▸ WORK TASK
Give back the entire listing exactly as it was provided.

▸ INPUT
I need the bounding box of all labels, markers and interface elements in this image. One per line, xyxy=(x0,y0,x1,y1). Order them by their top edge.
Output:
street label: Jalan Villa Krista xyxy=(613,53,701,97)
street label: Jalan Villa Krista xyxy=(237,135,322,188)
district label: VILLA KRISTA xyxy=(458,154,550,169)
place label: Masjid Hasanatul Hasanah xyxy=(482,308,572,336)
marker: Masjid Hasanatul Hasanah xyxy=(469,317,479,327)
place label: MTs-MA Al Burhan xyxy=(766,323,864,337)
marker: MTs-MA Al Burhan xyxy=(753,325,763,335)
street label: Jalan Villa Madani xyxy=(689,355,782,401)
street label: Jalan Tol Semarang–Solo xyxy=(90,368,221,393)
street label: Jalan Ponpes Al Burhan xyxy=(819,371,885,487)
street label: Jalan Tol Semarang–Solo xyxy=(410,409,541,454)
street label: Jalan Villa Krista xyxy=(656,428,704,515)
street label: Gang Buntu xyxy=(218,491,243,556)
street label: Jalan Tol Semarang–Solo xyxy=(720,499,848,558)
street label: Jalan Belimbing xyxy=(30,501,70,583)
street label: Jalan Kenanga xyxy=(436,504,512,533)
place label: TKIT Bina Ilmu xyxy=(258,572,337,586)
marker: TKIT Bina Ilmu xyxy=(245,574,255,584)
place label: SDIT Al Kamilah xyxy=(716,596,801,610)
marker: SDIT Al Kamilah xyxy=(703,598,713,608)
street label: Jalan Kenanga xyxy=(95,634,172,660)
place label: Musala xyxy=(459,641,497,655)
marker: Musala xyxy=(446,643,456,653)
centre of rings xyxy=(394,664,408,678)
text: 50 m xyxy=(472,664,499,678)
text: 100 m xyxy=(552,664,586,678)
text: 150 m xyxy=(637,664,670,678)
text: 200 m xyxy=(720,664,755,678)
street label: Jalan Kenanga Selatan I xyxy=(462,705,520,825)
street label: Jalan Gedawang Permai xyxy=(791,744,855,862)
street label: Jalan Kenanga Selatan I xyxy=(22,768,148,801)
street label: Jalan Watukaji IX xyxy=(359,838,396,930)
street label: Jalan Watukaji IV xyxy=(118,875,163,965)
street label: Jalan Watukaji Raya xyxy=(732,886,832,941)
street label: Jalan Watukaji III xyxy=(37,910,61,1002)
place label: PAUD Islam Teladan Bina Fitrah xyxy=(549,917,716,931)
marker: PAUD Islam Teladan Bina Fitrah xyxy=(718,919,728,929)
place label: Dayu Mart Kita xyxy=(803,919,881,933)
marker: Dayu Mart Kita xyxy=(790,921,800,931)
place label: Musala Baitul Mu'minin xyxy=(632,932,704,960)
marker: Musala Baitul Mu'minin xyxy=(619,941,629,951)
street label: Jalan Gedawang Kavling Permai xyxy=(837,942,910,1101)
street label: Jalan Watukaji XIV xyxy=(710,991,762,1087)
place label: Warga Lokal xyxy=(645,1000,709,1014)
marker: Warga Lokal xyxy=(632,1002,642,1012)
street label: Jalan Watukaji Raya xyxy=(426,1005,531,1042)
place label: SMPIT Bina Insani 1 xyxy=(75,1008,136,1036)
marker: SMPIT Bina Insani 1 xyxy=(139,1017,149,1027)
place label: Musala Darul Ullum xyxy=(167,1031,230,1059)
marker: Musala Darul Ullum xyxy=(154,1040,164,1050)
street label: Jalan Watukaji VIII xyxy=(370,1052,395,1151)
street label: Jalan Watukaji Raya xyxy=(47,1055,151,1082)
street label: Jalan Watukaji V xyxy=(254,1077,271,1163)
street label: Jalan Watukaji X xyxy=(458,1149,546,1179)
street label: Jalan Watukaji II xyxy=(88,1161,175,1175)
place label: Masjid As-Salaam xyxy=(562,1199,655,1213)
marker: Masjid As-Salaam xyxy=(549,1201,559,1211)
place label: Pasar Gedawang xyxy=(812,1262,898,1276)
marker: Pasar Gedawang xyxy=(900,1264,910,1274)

▸ RESULT
I need the bounding box of all labels, markers and interface elements in this image. One per line, xyxy=(x0,y0,x1,y1). Order them by their top edge.
Output:
street label: Jalan Villa Krista xyxy=(613,53,701,97)
street label: Jalan Villa Krista xyxy=(237,135,322,188)
district label: VILLA KRISTA xyxy=(458,154,550,169)
place label: Masjid Hasanatul Hasanah xyxy=(482,308,572,336)
marker: Masjid Hasanatul Hasanah xyxy=(469,317,479,327)
place label: MTs-MA Al Burhan xyxy=(766,323,864,337)
marker: MTs-MA Al Burhan xyxy=(753,325,763,335)
street label: Jalan Villa Madani xyxy=(689,355,782,401)
street label: Jalan Tol Semarang–Solo xyxy=(90,368,221,393)
street label: Jalan Ponpes Al Burhan xyxy=(819,371,885,487)
street label: Jalan Tol Semarang–Solo xyxy=(410,409,541,454)
street label: Jalan Villa Krista xyxy=(656,428,704,515)
street label: Gang Buntu xyxy=(218,491,243,556)
street label: Jalan Tol Semarang–Solo xyxy=(720,499,848,558)
street label: Jalan Belimbing xyxy=(30,501,70,583)
street label: Jalan Kenanga xyxy=(436,504,512,533)
place label: TKIT Bina Ilmu xyxy=(258,572,337,586)
marker: TKIT Bina Ilmu xyxy=(245,574,255,584)
place label: SDIT Al Kamilah xyxy=(716,596,801,610)
marker: SDIT Al Kamilah xyxy=(703,598,713,608)
street label: Jalan Kenanga xyxy=(95,634,172,660)
place label: Musala xyxy=(459,641,497,655)
marker: Musala xyxy=(446,643,456,653)
centre of rings xyxy=(394,664,408,678)
text: 50 m xyxy=(472,664,499,678)
text: 100 m xyxy=(552,664,586,678)
text: 150 m xyxy=(637,664,670,678)
text: 200 m xyxy=(720,664,755,678)
street label: Jalan Kenanga Selatan I xyxy=(462,705,520,825)
street label: Jalan Gedawang Permai xyxy=(791,744,855,862)
street label: Jalan Kenanga Selatan I xyxy=(22,768,148,801)
street label: Jalan Watukaji IX xyxy=(359,838,396,930)
street label: Jalan Watukaji IV xyxy=(118,875,163,965)
street label: Jalan Watukaji Raya xyxy=(732,886,832,941)
street label: Jalan Watukaji III xyxy=(37,910,61,1002)
place label: PAUD Islam Teladan Bina Fitrah xyxy=(549,917,716,931)
marker: PAUD Islam Teladan Bina Fitrah xyxy=(718,919,728,929)
place label: Dayu Mart Kita xyxy=(803,919,881,933)
marker: Dayu Mart Kita xyxy=(790,921,800,931)
place label: Musala Baitul Mu'minin xyxy=(632,932,704,960)
marker: Musala Baitul Mu'minin xyxy=(619,941,629,951)
street label: Jalan Gedawang Kavling Permai xyxy=(837,942,910,1101)
street label: Jalan Watukaji XIV xyxy=(710,991,762,1087)
place label: Warga Lokal xyxy=(645,1000,709,1014)
marker: Warga Lokal xyxy=(632,1002,642,1012)
street label: Jalan Watukaji Raya xyxy=(426,1005,531,1042)
place label: SMPIT Bina Insani 1 xyxy=(75,1008,136,1036)
marker: SMPIT Bina Insani 1 xyxy=(139,1017,149,1027)
place label: Musala Darul Ullum xyxy=(167,1031,230,1059)
marker: Musala Darul Ullum xyxy=(154,1040,164,1050)
street label: Jalan Watukaji VIII xyxy=(370,1052,395,1151)
street label: Jalan Watukaji Raya xyxy=(47,1055,151,1082)
street label: Jalan Watukaji V xyxy=(254,1077,271,1163)
street label: Jalan Watukaji X xyxy=(458,1149,546,1179)
street label: Jalan Watukaji II xyxy=(88,1161,175,1175)
place label: Masjid As-Salaam xyxy=(562,1199,655,1213)
marker: Masjid As-Salaam xyxy=(549,1201,559,1211)
place label: Pasar Gedawang xyxy=(812,1262,898,1276)
marker: Pasar Gedawang xyxy=(900,1264,910,1274)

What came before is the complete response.